Write the expression for the entropy balance during the process.

  ${\dot{S}}_{in}-{\dot{S}}_{out}+{\dot{S}}_{gen}=\Delta {\dot{S}}_{system}$        (V)

Here, rate of net input entropy is ${\dot{S}}_{in}$, rate of net output entropy is ${\dot{S}}_{out}$, rate of entropy generation is ${\dot{S}}_{gen}$, and rate of change of entropy of the system is $\Delta {\dot{S}}_{system}$.

Substitute ${\dot{S}}_{in}={\dot{m}}_1{s}_1+{\dot{m}}_2{s}_2$, ${\dot{S}}_{out}={\dot{m}}_3{s}_3+\frac{{\dot{Q}}_{out}}{T_{surr}}$ and $\Delta {\dot{S}}_{system}=0$ in Equation (V).

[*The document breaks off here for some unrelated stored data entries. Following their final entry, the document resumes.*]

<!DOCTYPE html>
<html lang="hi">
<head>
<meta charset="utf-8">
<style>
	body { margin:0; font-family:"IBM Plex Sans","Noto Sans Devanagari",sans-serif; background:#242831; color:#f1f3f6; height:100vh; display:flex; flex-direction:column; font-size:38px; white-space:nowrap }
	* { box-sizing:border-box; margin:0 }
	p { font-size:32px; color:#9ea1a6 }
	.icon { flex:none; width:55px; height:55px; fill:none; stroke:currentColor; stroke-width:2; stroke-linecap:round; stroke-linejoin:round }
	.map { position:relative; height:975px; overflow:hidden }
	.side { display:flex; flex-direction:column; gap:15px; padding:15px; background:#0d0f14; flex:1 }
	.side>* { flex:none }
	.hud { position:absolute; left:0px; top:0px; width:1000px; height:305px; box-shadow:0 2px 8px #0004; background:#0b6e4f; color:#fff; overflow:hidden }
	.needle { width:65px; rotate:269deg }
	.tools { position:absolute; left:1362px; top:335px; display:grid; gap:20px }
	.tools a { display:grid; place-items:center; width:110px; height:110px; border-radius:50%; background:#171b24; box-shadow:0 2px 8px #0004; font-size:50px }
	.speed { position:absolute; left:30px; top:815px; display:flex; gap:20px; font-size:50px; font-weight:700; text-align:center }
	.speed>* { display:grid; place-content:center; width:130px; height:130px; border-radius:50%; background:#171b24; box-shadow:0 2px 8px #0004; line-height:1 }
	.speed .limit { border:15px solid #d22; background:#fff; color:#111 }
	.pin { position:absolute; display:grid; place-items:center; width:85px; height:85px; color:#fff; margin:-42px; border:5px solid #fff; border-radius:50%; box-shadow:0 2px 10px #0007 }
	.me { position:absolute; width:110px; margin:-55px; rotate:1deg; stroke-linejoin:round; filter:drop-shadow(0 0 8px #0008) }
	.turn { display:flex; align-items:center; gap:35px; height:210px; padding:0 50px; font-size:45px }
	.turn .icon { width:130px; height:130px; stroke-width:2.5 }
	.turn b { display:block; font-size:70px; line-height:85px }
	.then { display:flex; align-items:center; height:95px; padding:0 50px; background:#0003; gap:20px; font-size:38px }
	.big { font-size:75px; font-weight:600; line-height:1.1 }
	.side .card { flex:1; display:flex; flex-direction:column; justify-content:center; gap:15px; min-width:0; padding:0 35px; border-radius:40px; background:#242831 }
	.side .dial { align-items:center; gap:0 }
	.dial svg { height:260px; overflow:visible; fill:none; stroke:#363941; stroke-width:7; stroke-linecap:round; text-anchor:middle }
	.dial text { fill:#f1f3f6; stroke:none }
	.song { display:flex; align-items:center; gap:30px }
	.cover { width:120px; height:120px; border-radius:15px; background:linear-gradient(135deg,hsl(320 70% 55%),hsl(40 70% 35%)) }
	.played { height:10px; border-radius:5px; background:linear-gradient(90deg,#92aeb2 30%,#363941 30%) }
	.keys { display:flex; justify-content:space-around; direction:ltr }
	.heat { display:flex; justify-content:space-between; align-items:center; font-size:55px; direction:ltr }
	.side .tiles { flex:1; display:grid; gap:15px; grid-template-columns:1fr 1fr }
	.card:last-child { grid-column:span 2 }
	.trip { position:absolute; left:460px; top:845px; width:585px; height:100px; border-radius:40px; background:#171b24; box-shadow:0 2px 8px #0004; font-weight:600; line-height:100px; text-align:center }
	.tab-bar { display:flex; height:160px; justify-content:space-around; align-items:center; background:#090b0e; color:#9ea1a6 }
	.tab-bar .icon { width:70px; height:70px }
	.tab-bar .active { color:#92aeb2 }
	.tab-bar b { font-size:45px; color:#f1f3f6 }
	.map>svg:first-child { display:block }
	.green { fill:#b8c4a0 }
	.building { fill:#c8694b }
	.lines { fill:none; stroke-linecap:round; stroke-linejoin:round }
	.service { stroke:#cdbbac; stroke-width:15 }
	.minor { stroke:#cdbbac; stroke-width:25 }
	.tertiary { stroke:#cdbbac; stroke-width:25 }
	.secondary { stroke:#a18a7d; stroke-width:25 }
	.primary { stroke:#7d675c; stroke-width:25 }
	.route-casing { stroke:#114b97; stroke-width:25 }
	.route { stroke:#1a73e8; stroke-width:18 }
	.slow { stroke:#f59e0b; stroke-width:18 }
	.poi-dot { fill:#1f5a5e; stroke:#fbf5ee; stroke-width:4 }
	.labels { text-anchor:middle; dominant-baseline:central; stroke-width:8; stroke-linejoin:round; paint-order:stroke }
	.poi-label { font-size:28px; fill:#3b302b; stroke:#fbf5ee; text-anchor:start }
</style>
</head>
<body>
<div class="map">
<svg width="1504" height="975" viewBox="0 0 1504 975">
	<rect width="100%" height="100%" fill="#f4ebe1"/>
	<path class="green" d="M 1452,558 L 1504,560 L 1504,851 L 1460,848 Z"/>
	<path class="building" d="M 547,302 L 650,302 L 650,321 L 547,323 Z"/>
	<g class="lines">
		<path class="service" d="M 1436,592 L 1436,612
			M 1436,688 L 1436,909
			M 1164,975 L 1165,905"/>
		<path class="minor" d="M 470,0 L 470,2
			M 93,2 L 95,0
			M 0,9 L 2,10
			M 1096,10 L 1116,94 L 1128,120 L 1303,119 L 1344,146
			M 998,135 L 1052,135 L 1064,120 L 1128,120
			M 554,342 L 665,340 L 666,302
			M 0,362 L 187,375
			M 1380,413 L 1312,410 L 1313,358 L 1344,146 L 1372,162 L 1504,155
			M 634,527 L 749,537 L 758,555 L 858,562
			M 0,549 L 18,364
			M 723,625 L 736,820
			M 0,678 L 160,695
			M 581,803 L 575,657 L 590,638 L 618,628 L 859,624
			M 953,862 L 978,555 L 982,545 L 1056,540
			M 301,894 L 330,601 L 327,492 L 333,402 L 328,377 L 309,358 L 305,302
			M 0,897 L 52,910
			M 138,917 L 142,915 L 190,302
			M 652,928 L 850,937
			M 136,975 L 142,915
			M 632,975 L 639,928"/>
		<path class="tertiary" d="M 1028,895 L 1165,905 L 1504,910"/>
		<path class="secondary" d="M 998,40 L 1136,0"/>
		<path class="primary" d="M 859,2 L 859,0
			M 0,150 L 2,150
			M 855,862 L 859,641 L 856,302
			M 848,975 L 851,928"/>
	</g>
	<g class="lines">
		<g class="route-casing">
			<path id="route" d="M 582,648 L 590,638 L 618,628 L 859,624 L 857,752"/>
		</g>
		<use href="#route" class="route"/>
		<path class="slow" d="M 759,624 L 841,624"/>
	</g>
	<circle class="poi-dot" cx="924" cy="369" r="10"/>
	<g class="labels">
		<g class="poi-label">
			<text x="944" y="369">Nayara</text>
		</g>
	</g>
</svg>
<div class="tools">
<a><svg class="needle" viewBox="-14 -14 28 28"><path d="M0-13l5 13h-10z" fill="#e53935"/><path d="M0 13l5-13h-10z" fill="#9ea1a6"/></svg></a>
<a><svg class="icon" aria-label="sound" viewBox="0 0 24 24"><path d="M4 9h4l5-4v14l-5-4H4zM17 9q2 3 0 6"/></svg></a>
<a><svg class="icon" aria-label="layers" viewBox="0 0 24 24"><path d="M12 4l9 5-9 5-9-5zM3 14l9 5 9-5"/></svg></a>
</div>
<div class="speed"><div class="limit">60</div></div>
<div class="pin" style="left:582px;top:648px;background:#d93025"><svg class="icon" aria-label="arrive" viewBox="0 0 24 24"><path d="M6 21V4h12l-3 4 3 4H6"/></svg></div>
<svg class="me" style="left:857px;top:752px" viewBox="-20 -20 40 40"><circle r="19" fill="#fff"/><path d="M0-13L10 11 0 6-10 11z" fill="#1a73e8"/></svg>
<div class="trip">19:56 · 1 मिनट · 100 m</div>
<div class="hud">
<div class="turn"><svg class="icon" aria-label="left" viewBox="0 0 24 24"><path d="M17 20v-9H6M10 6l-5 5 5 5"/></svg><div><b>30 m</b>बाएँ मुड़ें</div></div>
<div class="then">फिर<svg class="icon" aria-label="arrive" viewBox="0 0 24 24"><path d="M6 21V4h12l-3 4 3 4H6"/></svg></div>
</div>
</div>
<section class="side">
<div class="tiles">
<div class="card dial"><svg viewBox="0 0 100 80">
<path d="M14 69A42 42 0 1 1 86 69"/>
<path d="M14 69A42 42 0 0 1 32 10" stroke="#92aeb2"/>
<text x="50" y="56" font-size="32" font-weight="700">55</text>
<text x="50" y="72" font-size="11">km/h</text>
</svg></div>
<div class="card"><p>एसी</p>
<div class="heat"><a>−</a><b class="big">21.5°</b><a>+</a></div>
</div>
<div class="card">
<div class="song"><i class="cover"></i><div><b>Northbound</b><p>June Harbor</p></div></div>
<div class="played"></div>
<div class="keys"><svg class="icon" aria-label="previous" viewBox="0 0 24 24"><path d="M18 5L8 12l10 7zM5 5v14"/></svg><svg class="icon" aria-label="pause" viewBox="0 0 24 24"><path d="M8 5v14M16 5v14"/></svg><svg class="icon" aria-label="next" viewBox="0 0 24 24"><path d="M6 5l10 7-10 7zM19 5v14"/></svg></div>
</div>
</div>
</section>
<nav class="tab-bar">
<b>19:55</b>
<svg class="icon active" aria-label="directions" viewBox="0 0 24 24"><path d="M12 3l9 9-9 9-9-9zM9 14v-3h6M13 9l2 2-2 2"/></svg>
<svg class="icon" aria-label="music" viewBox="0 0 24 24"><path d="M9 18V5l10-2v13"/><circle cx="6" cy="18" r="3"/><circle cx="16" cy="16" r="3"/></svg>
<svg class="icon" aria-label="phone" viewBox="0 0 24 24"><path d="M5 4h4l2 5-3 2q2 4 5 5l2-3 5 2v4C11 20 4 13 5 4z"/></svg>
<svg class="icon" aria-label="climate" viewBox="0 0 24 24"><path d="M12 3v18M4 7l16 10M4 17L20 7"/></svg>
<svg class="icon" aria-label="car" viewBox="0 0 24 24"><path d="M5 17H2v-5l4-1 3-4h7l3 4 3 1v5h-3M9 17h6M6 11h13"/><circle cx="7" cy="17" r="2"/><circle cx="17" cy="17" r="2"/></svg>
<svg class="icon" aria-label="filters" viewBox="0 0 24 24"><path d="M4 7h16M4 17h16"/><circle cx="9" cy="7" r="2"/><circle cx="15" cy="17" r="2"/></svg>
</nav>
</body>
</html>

  $\begin{array}{l}{\dot{m}}_1{s}_1+{\dot{m}}_2{s}_2-{\dot{m}}_3{s}_3-\frac{{\dot{Q}}_{out}}{T_{surr}}+{\dot{S}}_{gen}=0\\ {\dot{S}}_{gen}={\dot{m}}_3{s}_3-{\dot{m}}_1{s}_1-{\dot{m}}_2{s}_2+\frac{{\dot{Q}}_{out}}{T_{surr}}\end{array}$

  $\begin{array}{c}{\dot{S}}_{gen}=\left\{\begin{array}{l}\left(4.781\text{kg}/\text{s}\right)\left(1.0756\text{kJ}/\text{kg}\cdot \text{K}\right)-\left(4.3\text{kg}/\text{s}\right)\left(0.2245\text{kJ}/\text{kg}\cdot \text{K}\right)\\ -\left(0.4806\text{kg}/\text{s}\right)\left(7.2810\text{kJ}/\text{kg}\cdot \text{K}\right)+\frac{\left(1200\text{kJ}/\text{min}\right)}{20°\text{C}}\end{array}\right\}\\ =\left\{\begin{array}{l}\left(4.781\text{kg}/\text{s}\right)\left(1.0756\text{kJ}/\text{kg}\cdot \text{K}\right)-\left(4.3\text{kg}/\text{s}\right)\left(0.2245\text{kJ}/\text{kg}\cdot \text{K}\right)\\ -\left(0.4806\text{kg}/\text{s}\right)\left(7.2810\text{kJ}/\text{kg}\cdot \text{K}\right)+\frac{\left(1200\text{kJ}/\text{min}\right)\left(\frac{1\min }{60\sec }\right)}{\left(20+273\right)\text{K}}\end{array}\right\}\\ =0.746\text{kW}/\text{K}\end{array}$

Thus, the rate of heat entropy generation during the process is $0.746\text{kW}/\text{K}$.